Она жила в доме напротив моих родителей, что отнюдь не мешало - совсем
наоборот - фасаду ее жилища смотреть на наш, сколько бы воды ни утекло. Она
играла на фортепьяно с блеском и лоском, хоть я и страдал в то время
затяжным плевритом. Вечерами я ходил послушать ее концерты на лестницу в дом
напротив, инкогнито, как за каштанами из огня, стараясь, чтобы никто не
заметил моего присутствия. В первые месяцы она, словно снимая сливки,
исполняла Шопена, хотя на дворе стоял февраль.
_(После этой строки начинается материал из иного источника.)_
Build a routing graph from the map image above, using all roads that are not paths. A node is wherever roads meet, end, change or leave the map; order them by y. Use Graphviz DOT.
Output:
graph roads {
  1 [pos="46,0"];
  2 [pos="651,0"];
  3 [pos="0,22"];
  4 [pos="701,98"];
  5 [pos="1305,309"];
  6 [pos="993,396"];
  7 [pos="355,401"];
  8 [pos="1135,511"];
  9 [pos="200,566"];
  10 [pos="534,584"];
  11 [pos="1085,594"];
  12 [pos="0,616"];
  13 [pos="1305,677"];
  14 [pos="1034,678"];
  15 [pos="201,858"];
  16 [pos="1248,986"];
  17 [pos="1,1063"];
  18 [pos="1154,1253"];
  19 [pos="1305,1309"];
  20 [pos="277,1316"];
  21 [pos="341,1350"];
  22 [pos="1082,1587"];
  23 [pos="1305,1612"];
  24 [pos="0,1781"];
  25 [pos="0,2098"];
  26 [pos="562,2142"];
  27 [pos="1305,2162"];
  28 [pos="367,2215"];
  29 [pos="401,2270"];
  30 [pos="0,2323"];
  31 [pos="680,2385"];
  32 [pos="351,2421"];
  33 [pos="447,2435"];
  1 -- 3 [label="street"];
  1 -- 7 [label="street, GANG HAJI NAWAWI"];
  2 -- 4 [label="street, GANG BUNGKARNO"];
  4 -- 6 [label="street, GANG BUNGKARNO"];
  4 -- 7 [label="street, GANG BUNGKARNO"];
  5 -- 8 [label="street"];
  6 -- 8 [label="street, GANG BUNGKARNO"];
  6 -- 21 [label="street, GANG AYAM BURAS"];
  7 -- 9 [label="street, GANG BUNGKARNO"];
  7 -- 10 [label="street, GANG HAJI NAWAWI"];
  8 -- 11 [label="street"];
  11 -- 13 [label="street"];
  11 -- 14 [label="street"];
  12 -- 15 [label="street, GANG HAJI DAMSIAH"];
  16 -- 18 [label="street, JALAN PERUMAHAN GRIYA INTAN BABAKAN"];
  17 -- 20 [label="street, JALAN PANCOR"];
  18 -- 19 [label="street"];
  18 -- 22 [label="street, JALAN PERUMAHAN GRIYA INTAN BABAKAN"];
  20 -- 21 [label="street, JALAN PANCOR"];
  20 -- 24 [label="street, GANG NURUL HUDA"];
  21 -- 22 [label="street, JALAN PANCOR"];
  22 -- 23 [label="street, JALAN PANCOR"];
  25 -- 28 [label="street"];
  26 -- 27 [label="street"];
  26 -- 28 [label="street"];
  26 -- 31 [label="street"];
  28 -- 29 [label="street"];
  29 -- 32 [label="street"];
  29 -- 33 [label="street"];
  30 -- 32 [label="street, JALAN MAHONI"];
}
В промокших от снега ботинках, как король, которому я не кум, с
раздутыми плевритом легкими, как сам Шопен, которого я пришел послушать, я
внимал фортепьянному исполнению Сесилии, хризалиды моей музыкальной. На
грани обморока, ибо любовь небезопасна, если принимать ее, не надев доху на
меху, я слушал, охваченный восторгом, ее блаженное бренчание, хоть она
ровным счетом ничего не умела своими десятью пальцами.
Моя температура, в силу метеорологического феномена типа радуги,
поднималась в теле по мере того, как опускалась в заледеневших ногах. Мне
следовало бы брать ботинки напрокат, а не покупать их; я вошел в расход и
расточительство на свою голову! И заплатил столько... что сам уже не помню.

Мои угодливые и с каждым разом все более многочисленные читатели могли
бы уже догадаться, если бы им об этом рассказали мои соседи, чем закончилась
та первая попытка сближения с Сесилией, оазисом моим блаженства неземного.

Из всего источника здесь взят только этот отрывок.